◆ EXCERPTED RECORDS ◆
.....

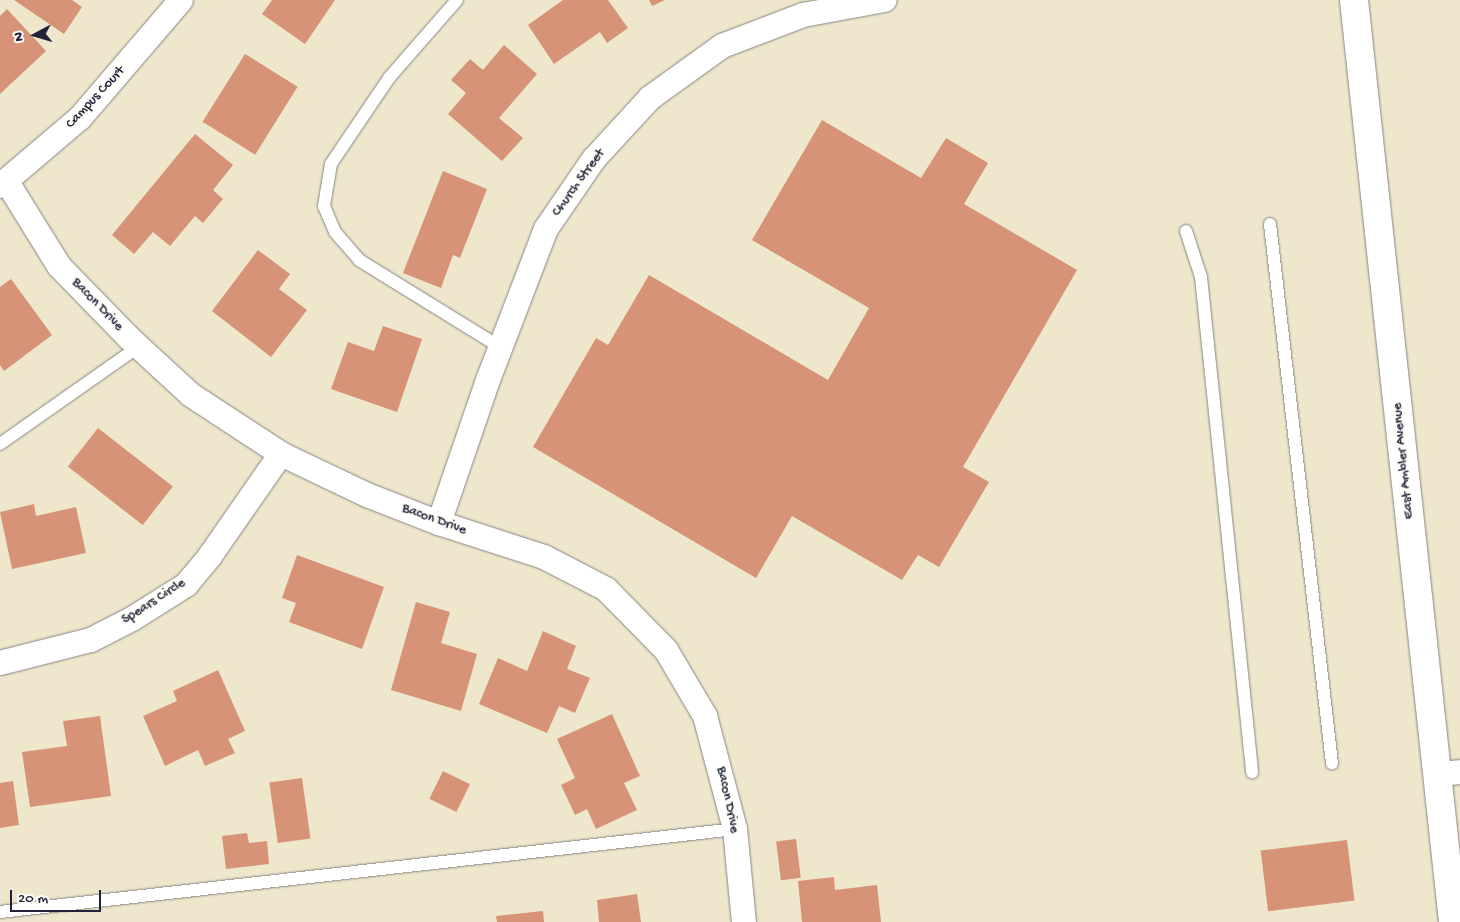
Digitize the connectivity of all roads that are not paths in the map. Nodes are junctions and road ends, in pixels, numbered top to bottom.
1 (181, 0) edge
2 (457, 0) edge
3 (885, 0) edge
4 (1354, 0) edge
5 (4, 184) edge
6 (1270, 224) dead end
7 (1186, 231) dead end
8 (138, 346) junction
9 (500, 347) junction
10 (0, 444) edge
11 (281, 454) junction
12 (439, 523) junction
13 (0, 664) edge
14 (1332, 763) dead end
15 (1252, 772) dead end
16 (1449, 773) edge
17 (735, 829) junction
18 (0, 912) edge
19 (744, 922) edge
20 (1453, 922) edge

1 - 5 street, Campus Court
2 - 9 lane
3 - 9 street, Church Street
4 - 16 main road, East Ambler Avenue
5 - 8 street, Bacon Drive
6 - 14 lane
7 - 15 lane
8 - 10 lane
8 - 11 street, Bacon Drive
9 - 12 street, Church Street
11 - 12 street, Bacon Drive
11 - 13 street, Spears Circle
12 - 17 street, Bacon Drive
16 - 20 main road, East Ambler Avenue
17 - 18 lane
17 - 19 street, Bacon Drive

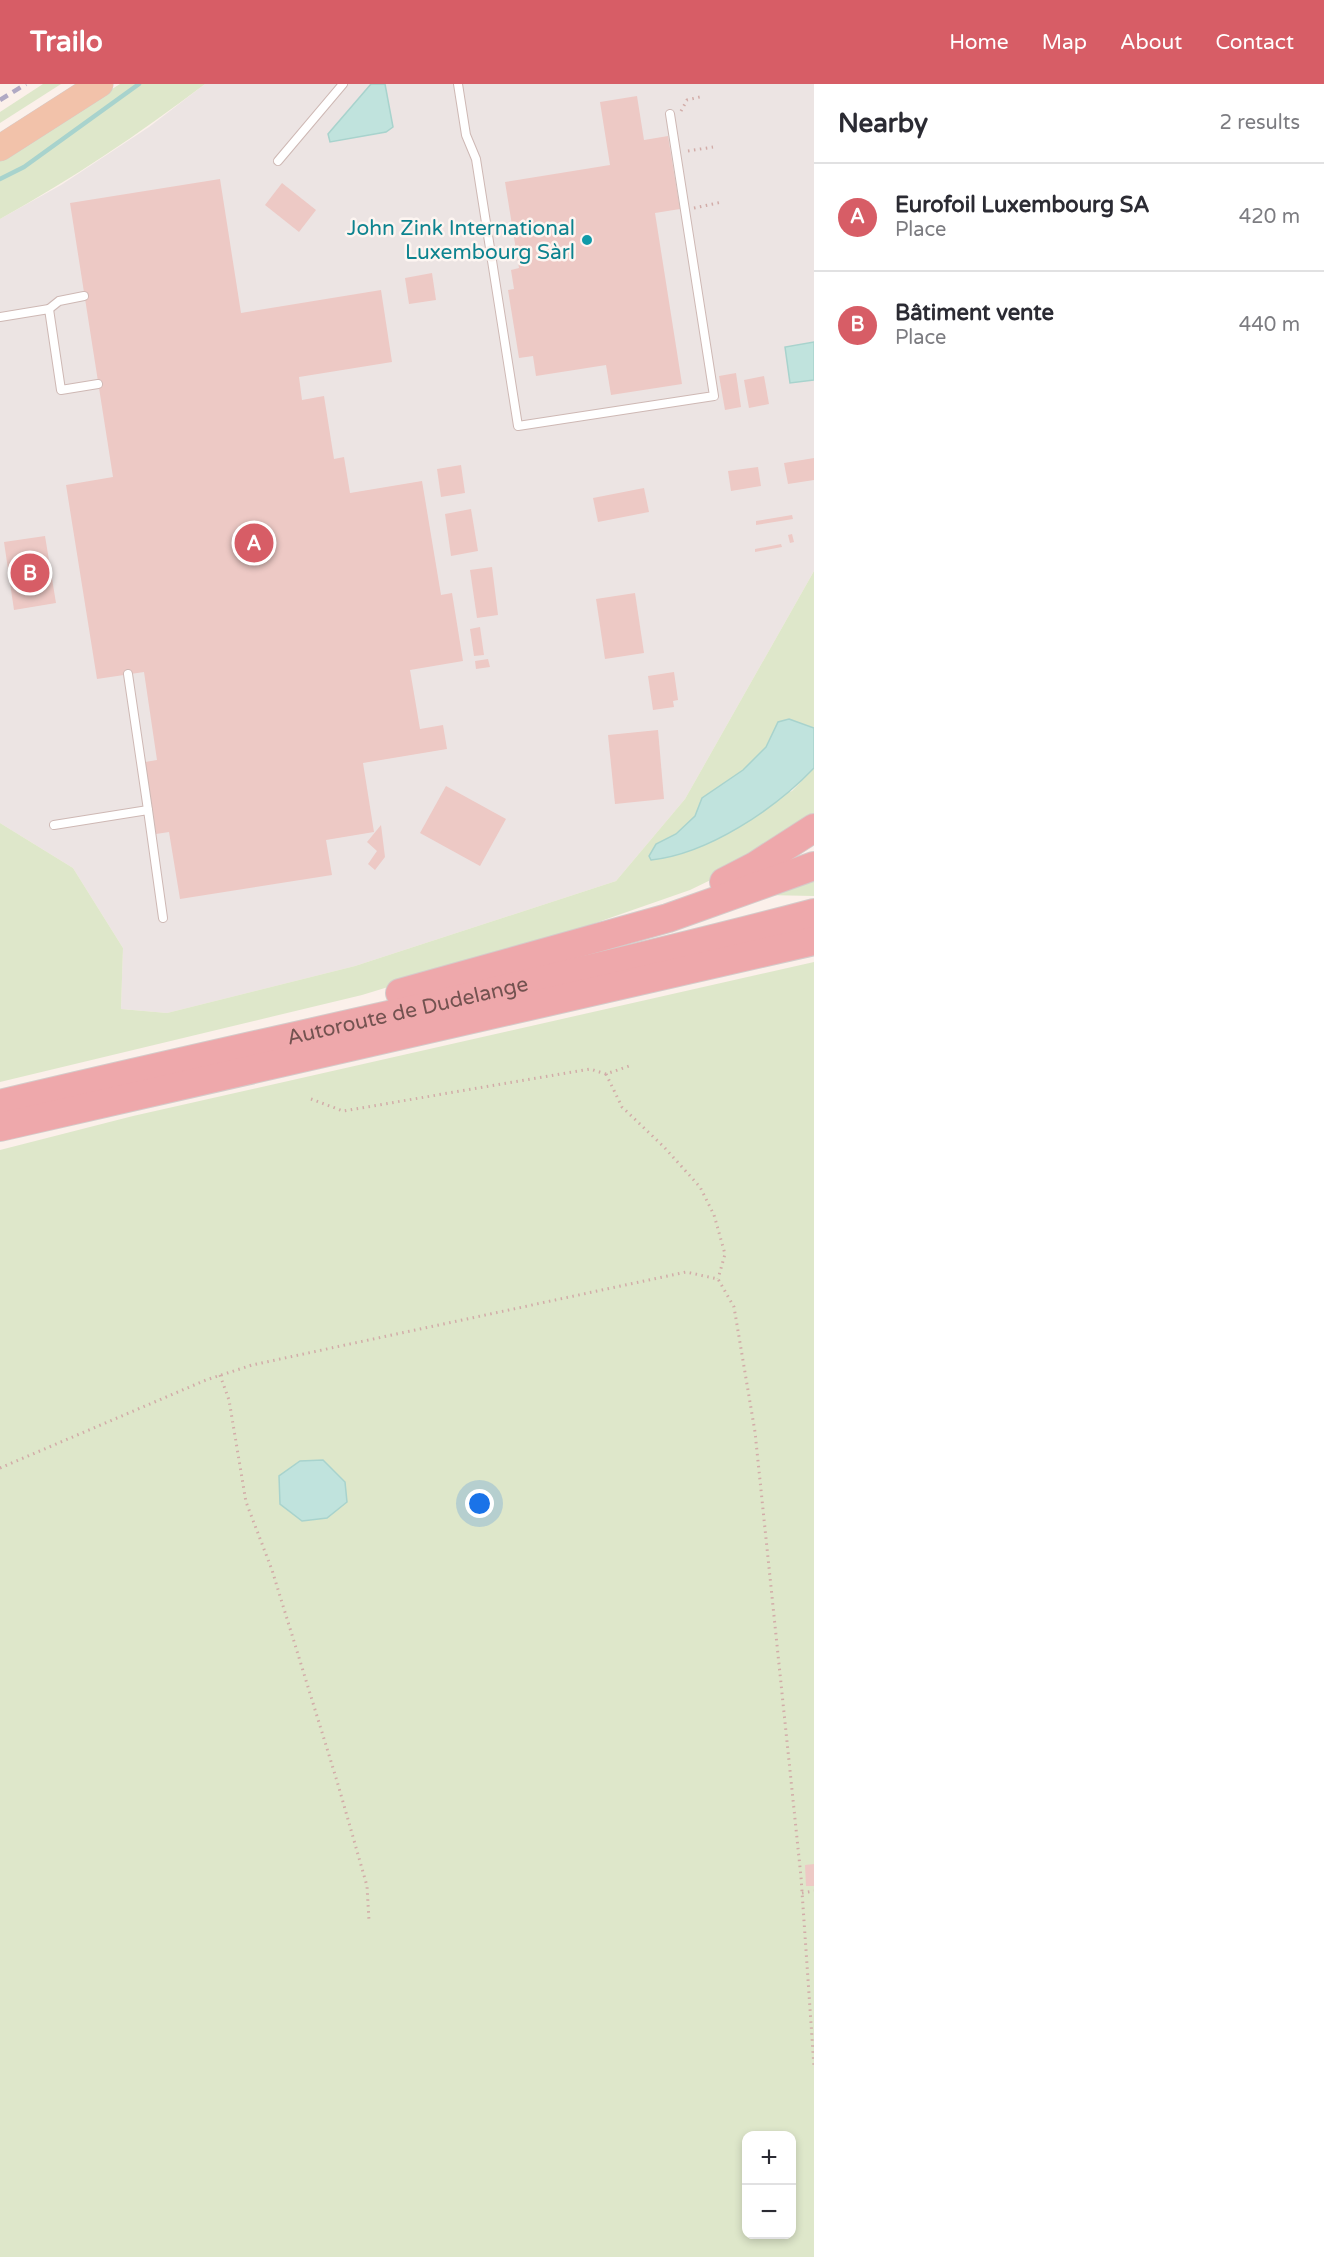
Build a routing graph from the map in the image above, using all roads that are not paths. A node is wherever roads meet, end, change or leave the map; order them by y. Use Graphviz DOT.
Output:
graph roads {
  1 [pos="100,84"];
  2 [pos="343,84"];
  3 [pos="458,84"];
  4 [pos="670,114"];
  5 [pos="0,148"];
  6 [pos="278,161"];
  7 [pos="84,297"];
  8 [pos="49,309"];
  9 [pos="0,317"];
  10 [pos="99,384"];
  11 [pos="128,674"];
  12 [pos="148,810"];
  13 [pos="54,825"];
  14 [pos="814,828"];
  15 [pos="814,866"];
  16 [pos="814,913"];
  17 [pos="163,918"];
  18 [pos="590,939"];
  19 [pos="814,940"];
  20 [pos="202,1055"];
  21 [pos="0,1104"];
  22 [pos="0,1127"];
  1 -- 5 [label="main road"];
  2 -- 6 [label="lane"];
  3 -- 4 [label="lane"];
  7 -- 8 [label="lane"];
  8 -- 9 [label="lane"];
  8 -- 10 [label="lane"];
  11 -- 12 [label="lane"];
  12 -- 13 [label="lane"];
  12 -- 17 [label="lane"];
  14 -- 18 [label="highway"];
  15 -- 18 [label="highway"];
  16 -- 20 [label="highway, Autoroute de Dudelange"];
  18 -- 20 [label="highway"];
  19 -- 22 [label="highway, Autoroute de Dudelange"];
  20 -- 21 [label="highway, Autoroute de Dudelange"];
}
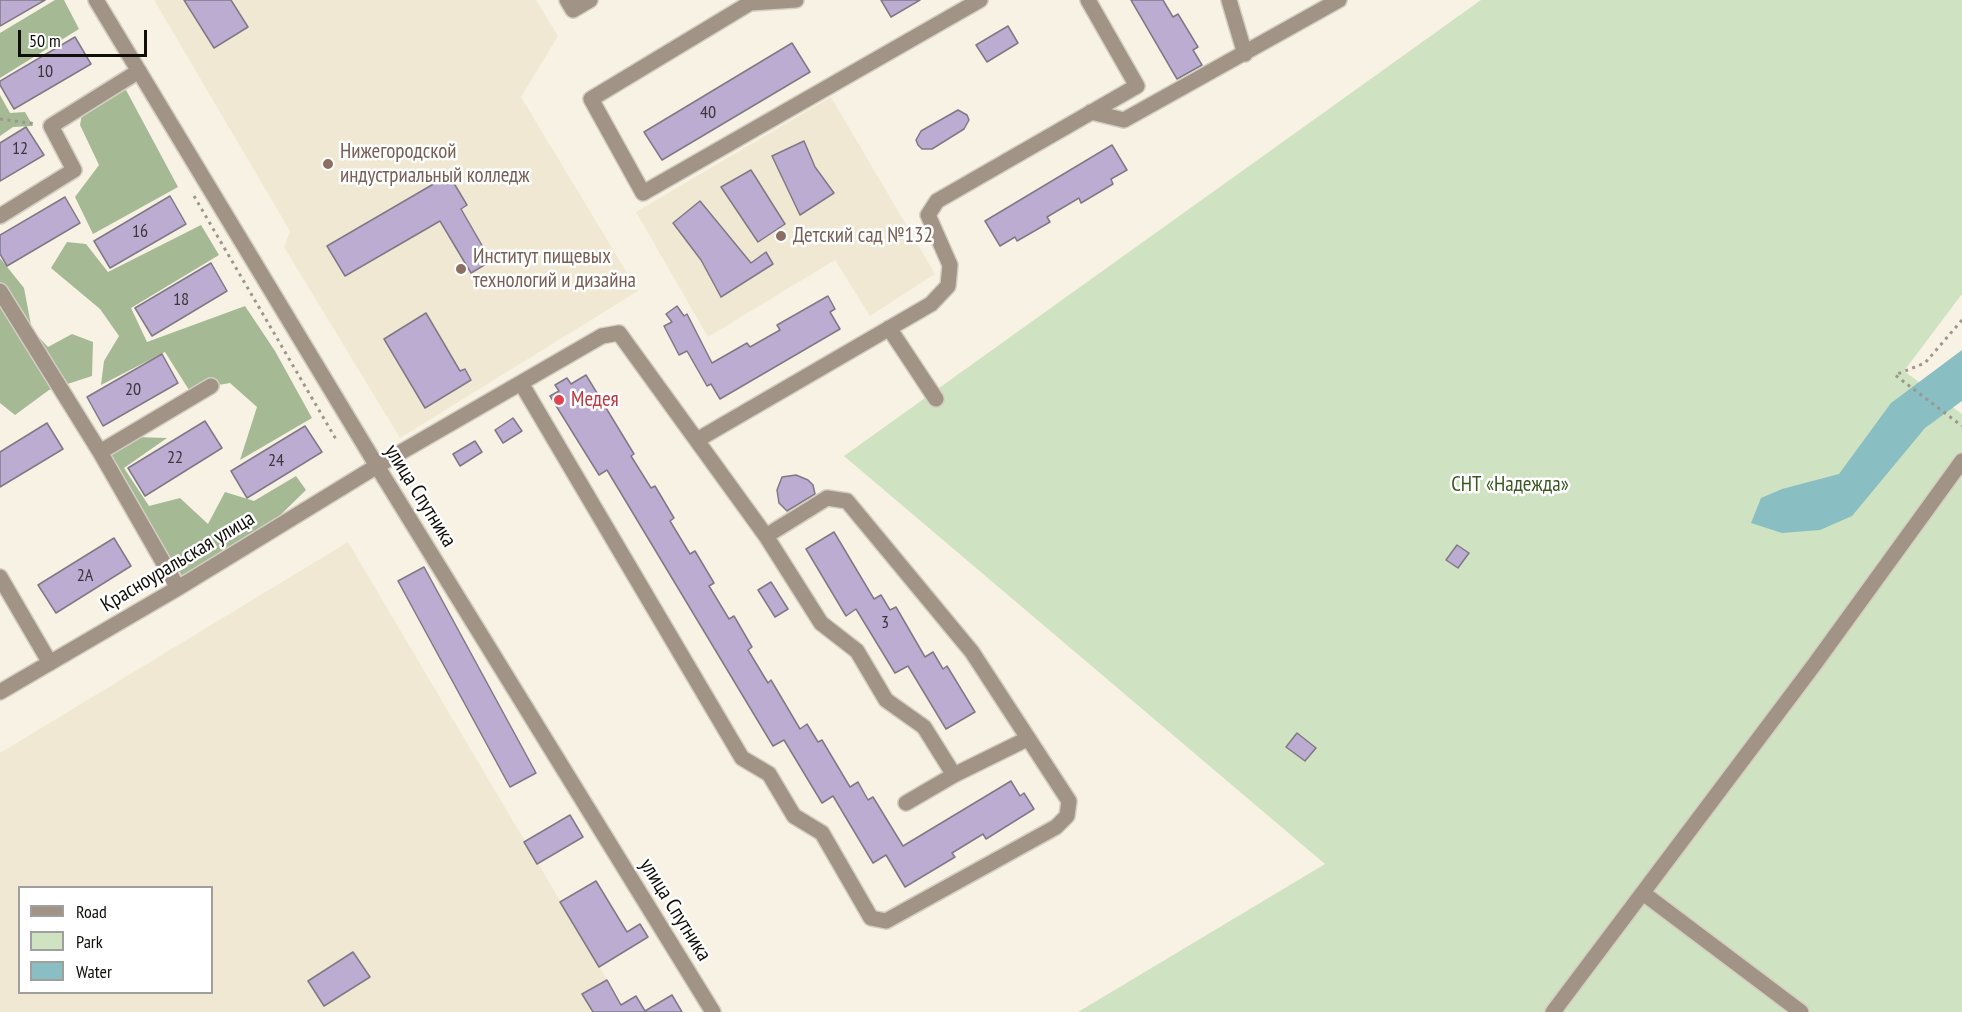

.....

◆ REQUIREMENT ◆
Retype the data shown above exactly, excluding any picture it contains.

◆ WRITTEN RESPONSE ◆
Digitize the connectivity of all roads that are not paths in the map. Nodes are junctions and road ends, in pixels, numbered top to bottom.
1 (181, 0) edge
2 (457, 0) edge
3 (885, 0) edge
4 (1354, 0) edge
5 (4, 184) edge
6 (1270, 224) dead end
7 (1186, 231) dead end
8 (138, 346) junction
9 (500, 347) junction
10 (0, 444) edge
11 (281, 454) junction
12 (439, 523) junction
13 (0, 664) edge
14 (1332, 763) dead end
15 (1252, 772) dead end
16 (1449, 773) edge
17 (735, 829) junction
18 (0, 912) edge
19 (744, 922) edge
20 (1453, 922) edge

1 - 5 street, Campus Court
2 - 9 lane
3 - 9 street, Church Street
4 - 16 main road, East Ambler Avenue
5 - 8 street, Bacon Drive
6 - 14 lane
7 - 15 lane
8 - 10 lane
8 - 11 street, Bacon Drive
9 - 12 street, Church Street
11 - 12 street, Bacon Drive
11 - 13 street, Spears Circle
12 - 17 street, Bacon Drive
16 - 20 main road, East Ambler Avenue
17 - 18 lane
17 - 19 street, Bacon Drive

Build a routing graph from the map in the image above, using all roads that are not paths. A node is wherever roads meet, end, change or leave the map; order them by y. Use Graphviz DOT.
Output:
graph roads {
  1 [pos="100,84"];
  2 [pos="343,84"];
  3 [pos="458,84"];
  4 [pos="670,114"];
  5 [pos="0,148"];
  6 [pos="278,161"];
  7 [pos="84,297"];
  8 [pos="49,309"];
  9 [pos="0,317"];
  10 [pos="99,384"];
  11 [pos="128,674"];
  12 [pos="148,810"];
  13 [pos="54,825"];
  14 [pos="814,828"];
  15 [pos="814,866"];
  16 [pos="814,913"];
  17 [pos="163,918"];
  18 [pos="590,939"];
  19 [pos="814,940"];
  20 [pos="202,1055"];
  21 [pos="0,1104"];
  22 [pos="0,1127"];
  1 -- 5 [label="main road"];
  2 -- 6 [label="lane"];
  3 -- 4 [label="lane"];
  7 -- 8 [label="lane"];
  8 -- 9 [label="lane"];
  8 -- 10 [label="lane"];
  11 -- 12 [label="lane"];
  12 -- 13 [label="lane"];
  12 -- 17 [label="lane"];
  14 -- 18 [label="highway"];
  15 -- 18 [label="highway"];
  16 -- 20 [label="highway, Autoroute de Dudelange"];
  18 -- 20 [label="highway"];
  19 -- 22 [label="highway, Autoroute de Dudelange"];
  20 -- 21 [label="highway, Autoroute de Dudelange"];
}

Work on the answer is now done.